# [What is required]
Please read the records below and return each line holding the string "Івана".
-- Data for analysis follows --
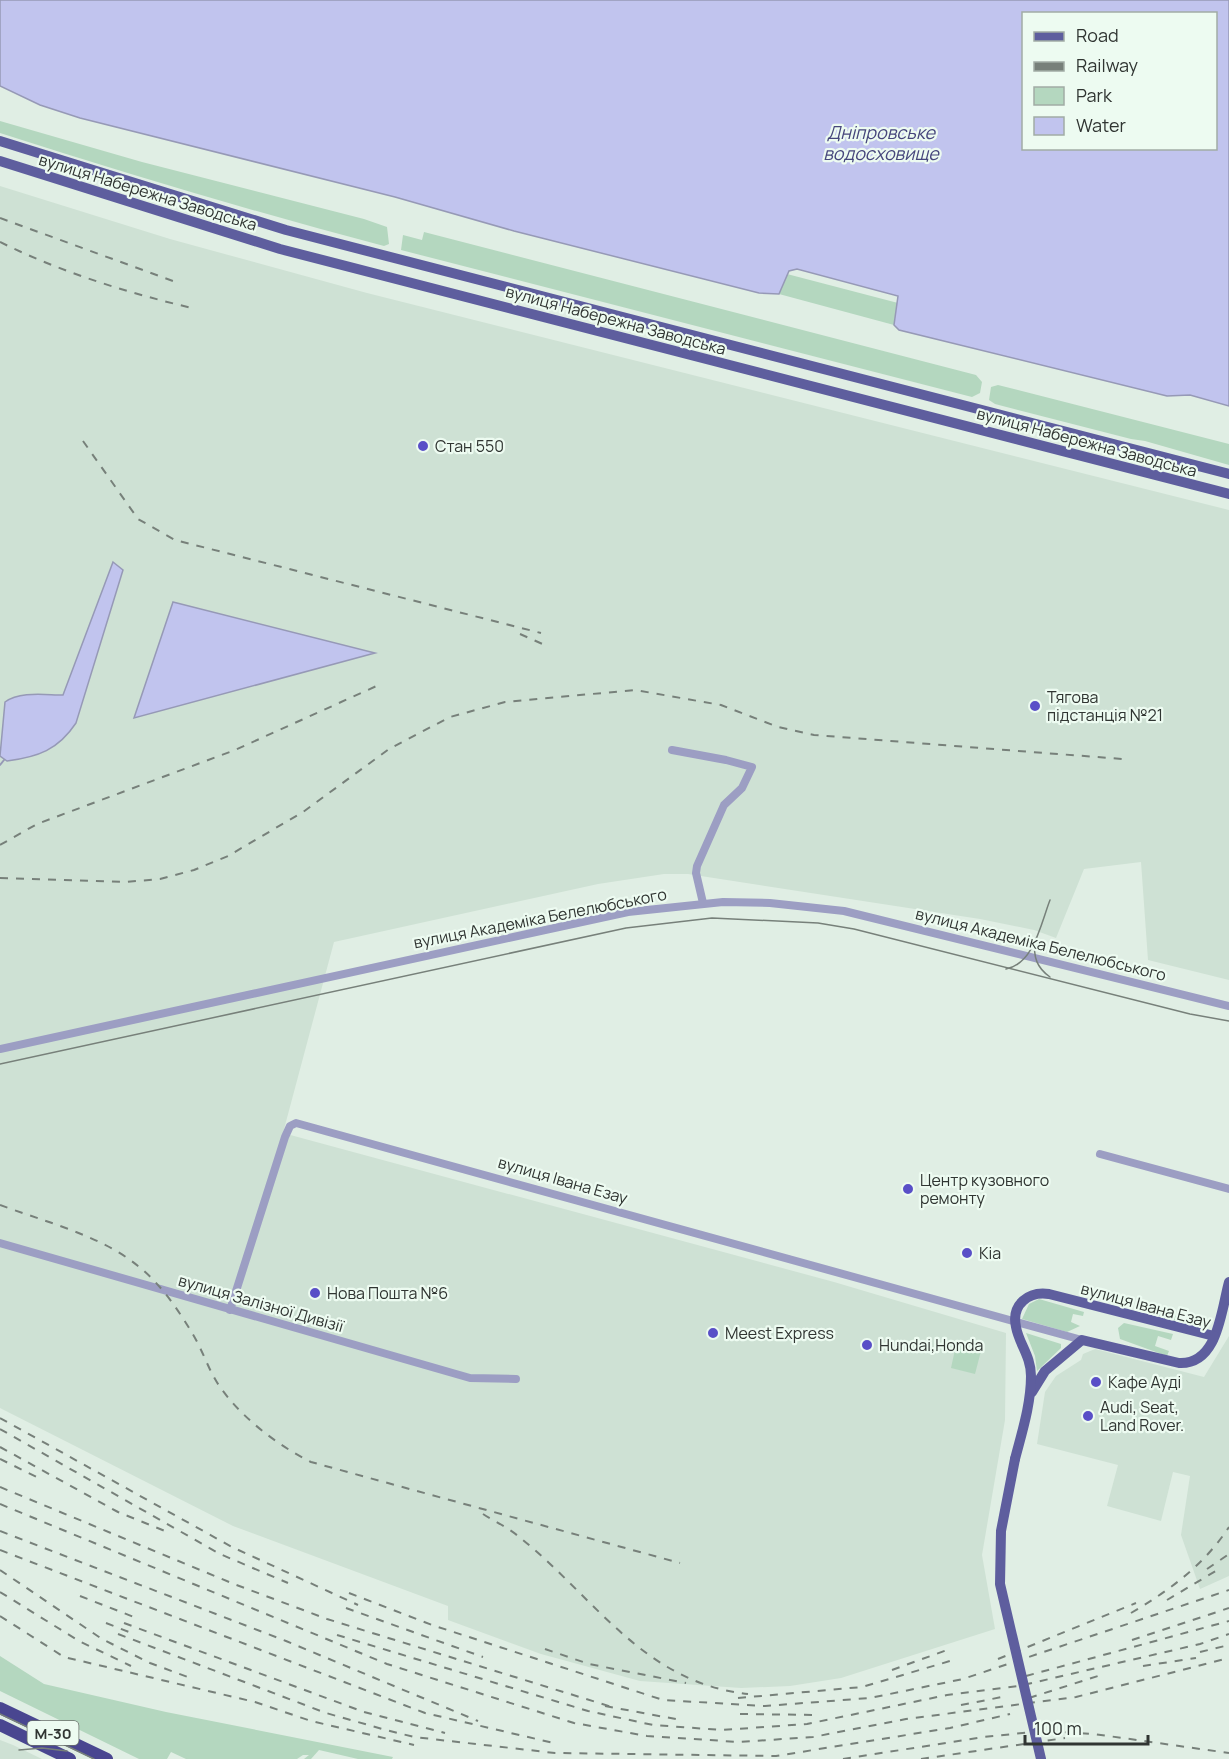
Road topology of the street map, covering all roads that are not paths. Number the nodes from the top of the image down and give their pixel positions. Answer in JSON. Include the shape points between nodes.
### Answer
{"nodes":[{"id":1,"x":0,"y":141,"type":"edge"},
{"id":2,"x":0,"y":161,"type":"edge"},
{"id":3,"x":1229,"y":474,"type":"edge"},
{"id":4,"x":1229,"y":494,"type":"edge"},
{"id":5,"x":672,"y":750,"type":"dead end"},
{"id":6,"x":703,"y":903,"type":"junction"},
{"id":7,"x":1228,"y":1006,"type":"edge"},
{"id":8,"x":0,"y":1049,"type":"edge"},
{"id":9,"x":1100,"y":1154,"type":"dead end"},
{"id":10,"x":1229,"y":1189,"type":"edge"},
{"id":11,"x":0,"y":1243,"type":"edge"},
{"id":12,"x":1229,"y":1282,"type":"edge"},
{"id":13,"x":230,"y":1310,"type":"junction"},
{"id":14,"x":1015,"y":1322,"type":"junction"},
{"id":15,"x":1214,"y":1336,"type":"junction"},
{"id":16,"x":1082,"y":1340,"type":"junction"},
{"id":17,"x":516,"y":1379,"type":"dead end"},
{"id":18,"x":1029,"y":1399,"type":"junction"},
{"id":19,"x":0,"y":1708,"type":"edge"},
{"id":20,"x":0,"y":1725,"type":"edge"},
{"id":21,"x":70,"y":1759,"type":"edge"},
{"id":22,"x":107,"y":1759,"type":"edge"},
{"id":23,"x":1041,"y":1759,"type":"edge"}],
"edges":[{"from":1,"to":3,"type":"main road","name":"вулиця Набережна Заводська","via":[[286,230]]},
{"from":2,"to":4,"type":"main road","name":"вулиця Набережна Заводська","via":[[280,249]]},
{"from":5,"to":6,"type":"street","via":[[752,767],[742,788],[724,805],[697,866]]},
{"from":6,"to":7,"type":"street","name":"вулиця Академіка Белелюбського","via":[[770,903],[844,911]]},
{"from":6,"to":8,"type":"street","name":"вулиця Академіка Белелюбського","via":[[605,917]]},
{"from":9,"to":10,"type":"street"},
{"from":11,"to":13,"type":"street","name":"вулиця Залізної Дивізії"},
{"from":12,"to":15,"type":"main road"},
{"from":13,"to":14,"type":"street","name":"вулиця Івана Езау","via":[[285,1137],[296,1123]]},
{"from":13,"to":17,"type":"street","name":"вулиця Залізної Дивізії","via":[[470,1378]]},
{"from":14,"to":15,"type":"main road","name":"вулиця Івана Езау","via":[[1024,1299],[1040,1293]]},
{"from":14,"to":16,"type":"street","name":"вулиця Івана Езау"},
{"from":14,"to":18,"type":"main road","via":[[1029,1356]]},
{"from":15,"to":16,"type":"main road","name":"вулиця Івана Езау","via":[[1202,1358],[1187,1364]]},
{"from":16,"to":18,"type":"main road","via":[[1045,1371]]},
{"from":18,"to":23,"type":"main road","bridge":true,"via":[[1001,1531],[1000,1584]]},
{"from":19,"to":22,"type":"highway","number":"М-30"},
{"from":20,"to":21,"type":"highway","number":"М-30"}]}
-- Data for analysis concluded --
# [Answer box]
{"from":13,"to":14,"type":"street","name":"вулиця Івана Езау","via":[[285,1137],[296,1123]]},
{"from":14,"to":15,"type":"main road","name":"вулиця Івана Езау","via":[[1024,1299],[1040,1293]]},
{"from":14,"to":16,"type":"street","name":"вулиця Івана Езау"},
{"from":15,"to":16,"type":"main road","name":"вулиця Івана Езау","via":[[1202,1358],[1187,1364]]},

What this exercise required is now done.